Train dual VAEs whose latent spaces live in a Poincare ball, with radial position determined by 3-adic valuation and direction determined by digit prefix structure. Hierarchy emerges from geometry, not memorization.

Results (V7.2)

Metric Value Description
Q 2.163 Composite quality (dist_corr + 1.5 * hierarchy)
ARI 0.844 Direction clustering vs digit prefix classes (v=0)
Coverage 0.997 Per-digit reconstruction accuracy
Hierarchy -0.95 Spearman correlation (valuation vs radius)

Trained on RTX 3050 6GB. Float64 throughout for numerical stability near the Poincare boundary.

Architecture

Dual VAE + Factored Hyperbolic Geometry + LR Controller (V7.2)

graph TD
    Input["Input<br/><i>9 ternary values {-1, 0, 1}</i>"]

    subgraph Encoders[" "]
        direction LR
        EncA["<b>Encoder A</b><br/>9 → 128 → 64<br/><i>Coverage</i><br/>LR: 0.2x"]
        EncB["<b>Encoder B</b><br/>9 → 128 → 64<br/><i>Hierarchy</i><br/>LR: 0.1x"]
    end

    ZtA["z_tangent_A (64-dim)"]
    ZtB["z_tangent_B (64-dim)"]

    subgraph Factored["Factored Split"]
        direction LR
        Zr["z_r (4 dims)<br/>sigmoid → <b>radius</b>"]
        Zth["z_θ (60 dims)<br/>tangent_net → normalize → <b>direction</b>"]
    end

    Zhyp["z_hyp = r * dir<br/><i>Poincare manifold point</i>"]

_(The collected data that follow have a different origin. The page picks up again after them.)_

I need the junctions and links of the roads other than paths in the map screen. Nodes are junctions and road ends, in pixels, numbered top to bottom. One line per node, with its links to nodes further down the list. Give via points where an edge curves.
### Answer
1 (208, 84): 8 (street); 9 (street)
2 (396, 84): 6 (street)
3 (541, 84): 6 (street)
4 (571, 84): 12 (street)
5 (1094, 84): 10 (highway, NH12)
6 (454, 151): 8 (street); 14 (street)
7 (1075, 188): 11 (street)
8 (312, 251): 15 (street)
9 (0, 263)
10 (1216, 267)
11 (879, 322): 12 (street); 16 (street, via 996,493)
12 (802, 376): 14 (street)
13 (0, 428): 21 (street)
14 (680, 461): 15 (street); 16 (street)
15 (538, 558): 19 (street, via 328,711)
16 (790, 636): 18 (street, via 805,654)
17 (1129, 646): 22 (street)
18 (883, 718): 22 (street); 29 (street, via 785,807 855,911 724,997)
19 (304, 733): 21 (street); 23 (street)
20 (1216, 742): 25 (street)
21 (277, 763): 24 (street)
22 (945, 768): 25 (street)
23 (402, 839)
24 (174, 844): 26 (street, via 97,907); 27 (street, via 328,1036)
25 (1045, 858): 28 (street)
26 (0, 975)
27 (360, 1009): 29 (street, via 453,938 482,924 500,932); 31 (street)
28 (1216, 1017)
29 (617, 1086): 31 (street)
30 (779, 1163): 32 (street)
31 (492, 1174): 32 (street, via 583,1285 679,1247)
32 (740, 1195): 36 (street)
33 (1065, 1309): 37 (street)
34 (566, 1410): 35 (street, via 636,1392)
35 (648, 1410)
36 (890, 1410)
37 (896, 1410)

    subgraph Decoders[" "]
        direction LR
        DecA["<b>Decoder A</b><br/>64 → 128 → 27"]
        DecB["<b>Decoder B</b><br/>64 → 128 → 27"]
    end

    Output["Reconstruction<br/><i>27 logits → 9 x 3 ternary</i>"]

    Input --> EncA & EncB
    EncA --> ZtA
    EncB --> ZtB
    ZtA & ZtB --> Factored
    Zr & Zth --> Zhyp
    Zhyp --> DecA & DecB
    DecA --> Output

    style Input fill:#e8f4f8,stroke:#2c3e50
    style Factored fill:#fef9e7,stroke:#b7950b
    style Zhyp fill:#fdedec,stroke:#c0392b
    style Output fill:#e8f8f5,stroke:#1abc9c
Loading

Core Components

Component Structure Purpose
VAE-A Encoder 9->128->64, Decoder 64->128->27 Coverage (reconstruction)
VAE-B Same structure, independent weights Hierarchy learning
Factored Projection z_r -> radius, z_θ -> direction, z_hyp = r * dir Gradient-isolated hyperbolic mapping
LR Controller MetricBasedLR with Q-gated thresholds Dynamic LR scale control
AngularCoherenceLoss Per-level prefix-class direction loss Direction geometry sharpening

What Makes It "P-Adic"

  1. Data: All 19,683 ternary operations (3^9) with values {-1, 0, 1}
  2. 3-adic valuation: v_3(n) measures divisibility by powers of 3
  3. Geometric encoding: High valuation -> near origin, low valuation -> near boundary
  4. Loss alignment: Poincare distances aligned to 3-adic valuations (ultrametric -> hyperbolic)
  5. Direction geometry: Digit prefix classes spontaneously emerge in z_θ (ARI=0.844 at v=0)
  6. Per-level prefix tuning: level_prefix_k gives deeper prefix splits at v=1/v=2; soft-margin target_sim preserves diversity

Installation

git clone https://github.com/gesttaltt/3-adic-ml.git
cd 3-adic-ml
python -m venv venv && source venv/bin/activate
pip install -r requirements.txt

Requirements: Python 3.10+, PyTorch 2.0+, CUDA GPU (tested on RTX 3050 6GB). All dependencies (including tensorboard, scikit-learn, matplotlib, umap-learn) are in requirements.txt. See docs/DEPENDENCIES.md for details.

Usage

Training

# V7.2 large architecture (recommended)
python src/train.py --config src/presets/v7_large.yaml

# V7.1 standard (latent_dim=32)
python src/train.py --config src/presets/v7.yaml

# V6 legacy (non-factored expmap0 mode)
python src/train.py --config src/presets/v6.yaml
CLI Options
Option Description
--config PATH Path to YAML config file (required)
--seed N Random seed (default: 42)
--device cuda/cpu Training device (default: cuda)
--validate-only Validate config and exit
--force Continue even if validation fails
--amp Use automatic mixed precision
--name NAME Custom run name

Monitoring

tensorboard --logdir runs/

Key TensorBoard scalars:

Scalar What it tracks
Q Composite quality: dist_corr + 1.5 * |hierarchy|
Coverage Per-digit reconstruction accuracy
Hierarchy/A Spearman correlation (valuation vs radius)
Direction/AQ Angular coherence (intra - inter level sim)
Direction/ARI_prefix3 K-means vs digit prefix ARI at v=0 (live)
Topology/betti_0 Persistent homology H0 (connected components)
LRController/* Per-component learning rate multipliers

Visualization Pipeline

The VisualizationPipeline generates interactive HTML visualizations using precomputed hyperbolic distance matrices (not Euclidean coordinates). Runs automatically during training eval.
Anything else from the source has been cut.